IFN gamma-induction of T(H)1-like regulatory T cells controls antiviral responses

Regulatory T (T-reg) cells are an immunosuppressive population that are required to maintain peripheral tolerance and prevent tissue damage from immunopathology, via anti-inflammatory cytokines, inhibitor receptors and metabolic disruption. Here we show that T-reg cells acquire an effector-like state, yet remain stable and functional, when exposed to interferon gamma (IFN gamma) during infection with lymphocytic choriomeningitis and influenza A virus.
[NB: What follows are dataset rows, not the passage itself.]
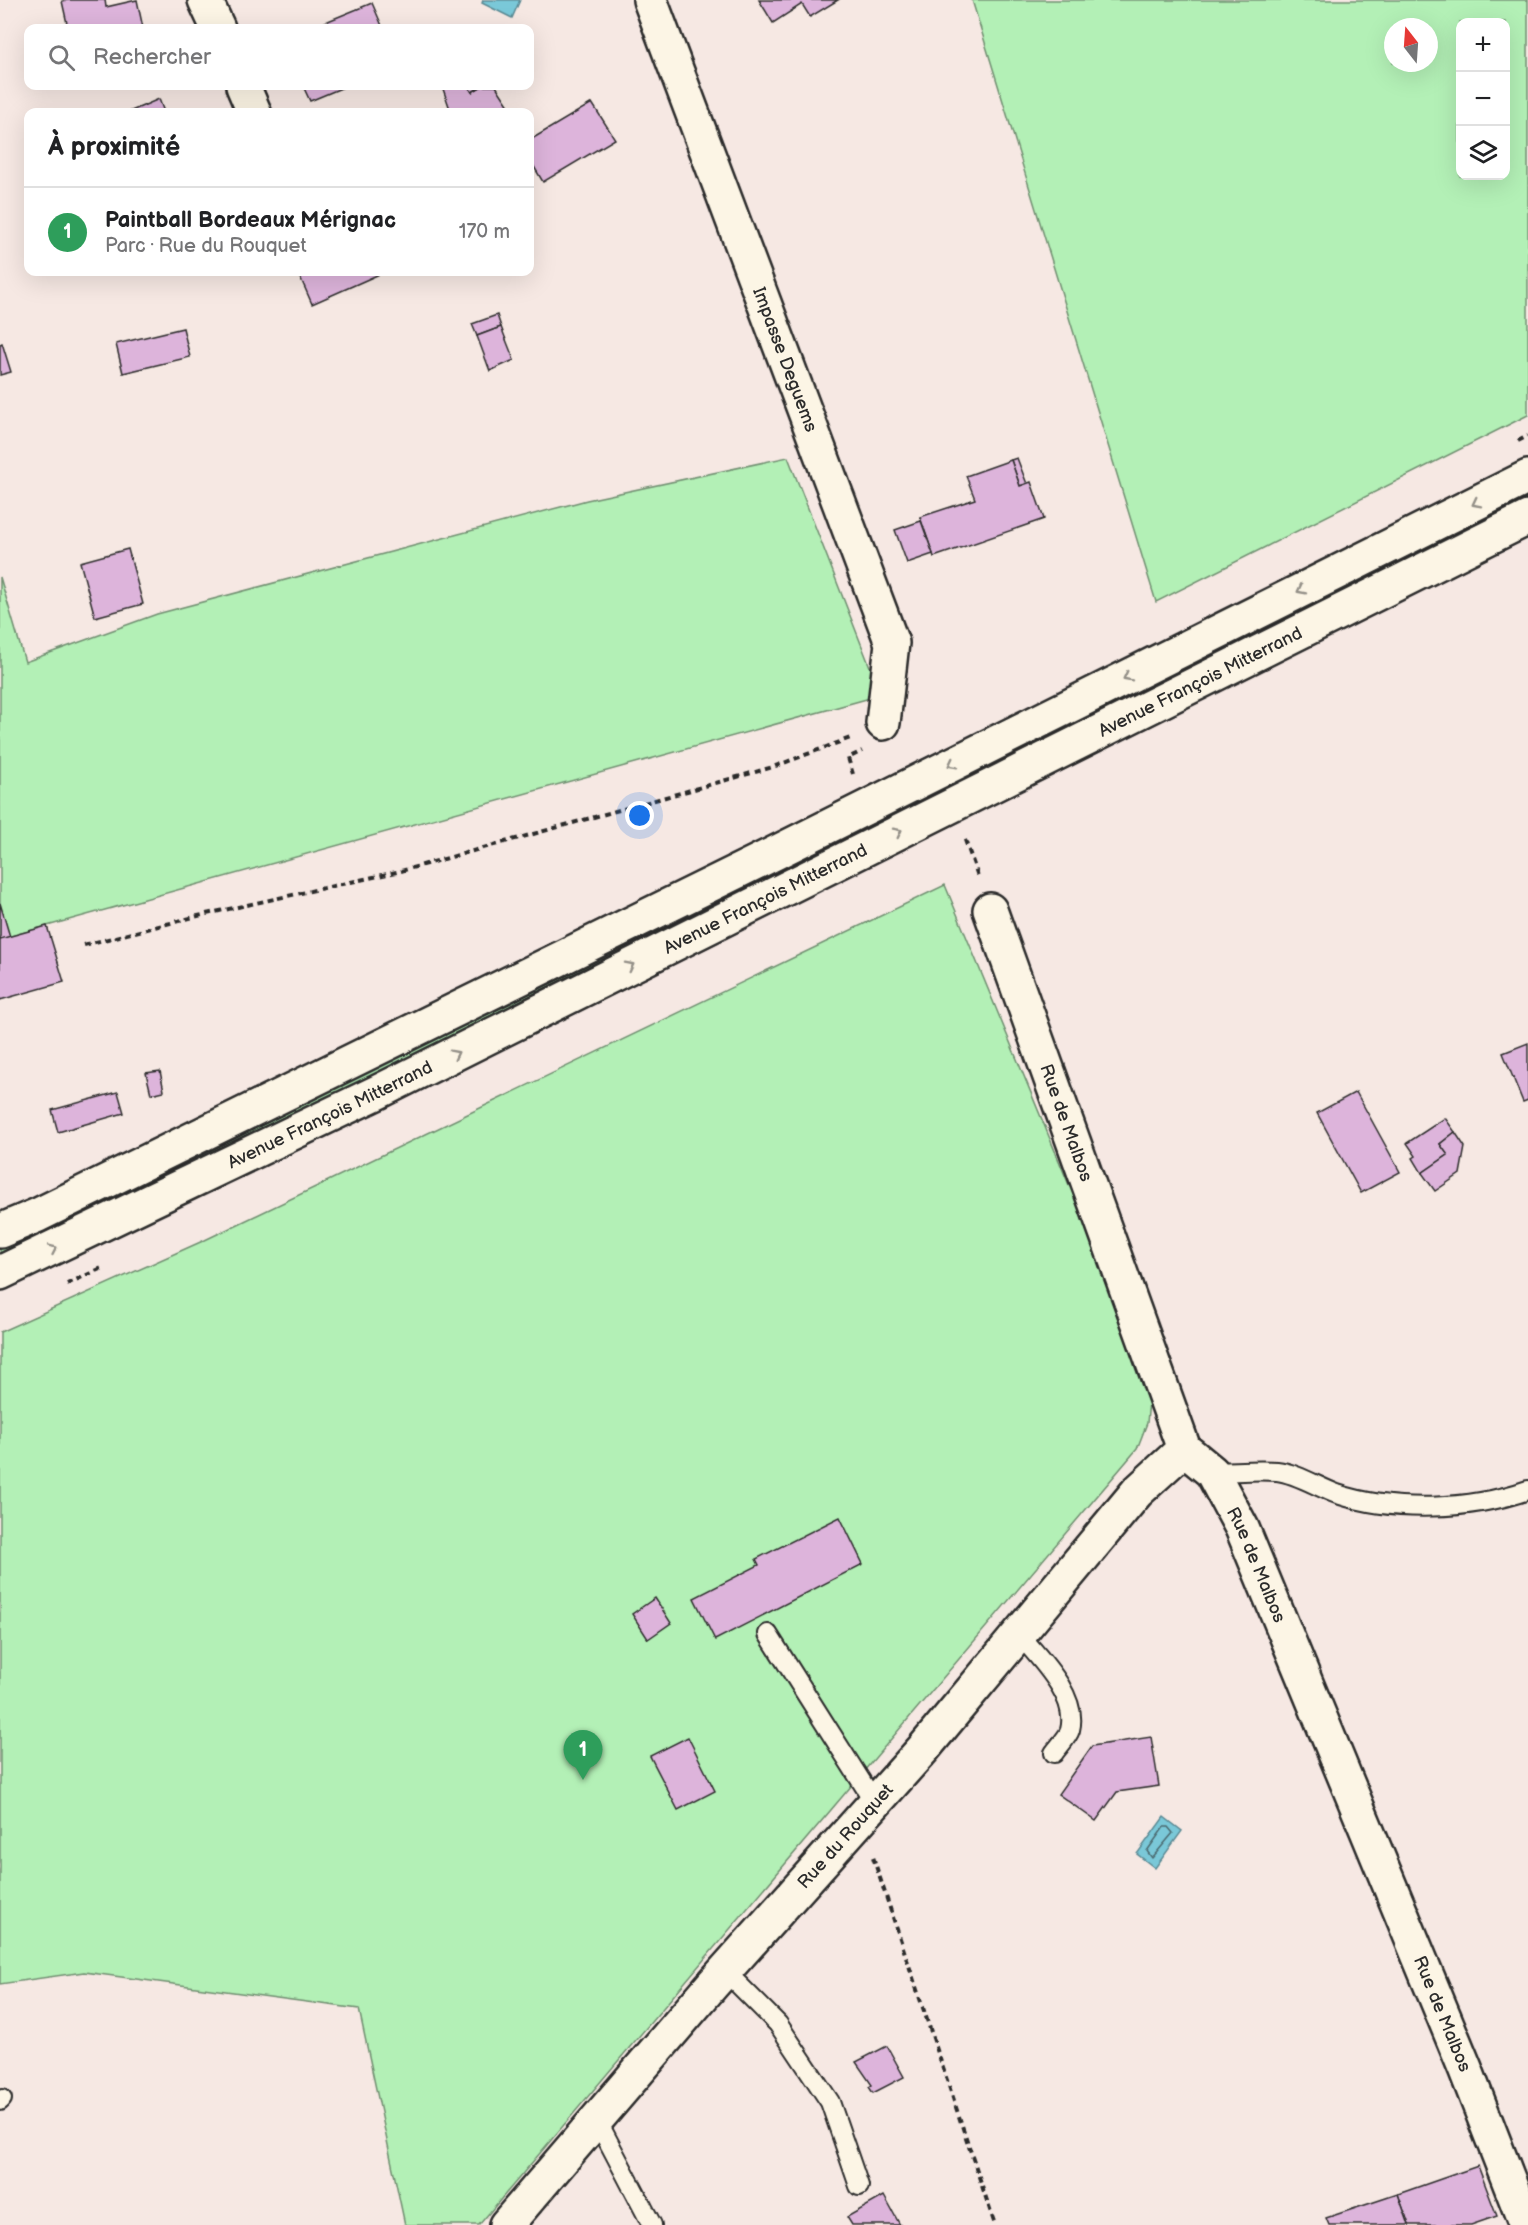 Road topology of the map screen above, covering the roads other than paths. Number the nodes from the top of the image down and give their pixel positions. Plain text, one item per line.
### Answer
1 (205, 0) edge
2 (650, 0) edge
3 (216, 24) edge
4 (245, 90) edge
5 (252, 108) edge
6 (1528, 477) edge
7 (1528, 518) edge
8 (883, 723) road end
9 (990, 910) dead end
10 (0, 1231) edge
11 (0, 1273) edge
12 (1184, 1449) junction
13 (1212, 1472) junction
14 (1528, 1490) edge
15 (768, 1634) dead end
16 (1019, 1634) junction
17 (1054, 1753) dead end
18 (868, 1811) junction
19 (725, 1971) junction
20 (597, 2120) junction
21 (859, 2186) dead end
22 (506, 2225) edge
23 (652, 2225) edge
24 (1526, 2225) edge

1 - 3 main road
2 - 8 main road, Impasse Deguems
4 - 5 main road
6 -> 10 main road, Avenue François Mitterrand
11 -> 7 main road, Avenue François Mitterrand
9 - 12 main road, Rue de Malbos
12 - 13 main road, Rue de Malbos
12 - 16 main road, Rue du Rouquet
13 - 14 lane
13 - 24 main road, Rue de Malbos
15 - 18 lane
16 - 17 lane
16 - 18 main road, Rue du Rouquet
18 - 19 main road, Rue du Rouquet
19 - 20 main road, Rue du Rouquet
19 - 21 lane
20 - 22 main road, Rue du Rouquet
20 - 23 lane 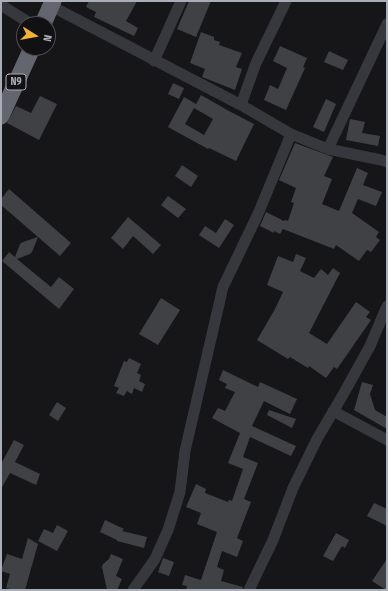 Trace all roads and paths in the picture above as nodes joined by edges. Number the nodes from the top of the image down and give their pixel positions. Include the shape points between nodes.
1 (181, 1) edge
2 (286, 1) edge
3 (52, 4) edge
4 (1, 5) edge
5 (18, 16) edge
6 (47, 16) edge
7 (387, 24) edge
8 (28, 56) edge
9 (154, 61) junction
10 (241, 105) junction
11 (1, 116) edge
12 (291, 134) junction
13 (328, 149) junction
14 (387, 162) edge
15 (387, 306) edge
16 (333, 411) junction
17 (387, 440) edge
18 (133, 590) edge
19 (249, 590) edge

1 - 9 street
2 - 10 street via 256,63
3 - 6 highway
3 - 9 street
4 - 5 street
7 - 13 street
8 - 11 highway, N9
9 - 10 street
10 - 12 street
12 - 13 street
12 - 18 street via 258,214 222,287 185,451 180,492 168,530 155,559
13 - 14 street
15 - 16 street via 370,346
16 - 17 street
16 - 19 street via 293,488 273,540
T-reg cell-restricted deletion of the IFN gamma receptor (encoded by Ifngr1), but not the interleukin 12 (IL12) receptor (encoded by Il12rb2), prevented T(H)1-like polarization (decreased expression of T-bet, CXC motif chemokine receptor 3 and IFN gamma) and promoted T(H)2-like polarization (increased expression of GATA-3, CCR4 and IL4). T(H)1-like T-reg cells limited CD8(+) T cell effector function, proliferation and memory formation during acute and chronic infection. These findings provide fundamental insights into how T-reg cells sense inflammatory cues from the environment (such as IFN gamma) during viral infection to provide guidance to the effector immune response. This regulatory circuit prevents prolonged immunoinflammatory responses and shapes the quality and quantity of the memory T cell response. Here the authors show that unlike IL12, IFN gamma can induce a T helper 1-like state in regulatory T (T-reg) cells during viral infection in mice that suppresses effector T cell responses and memory formation.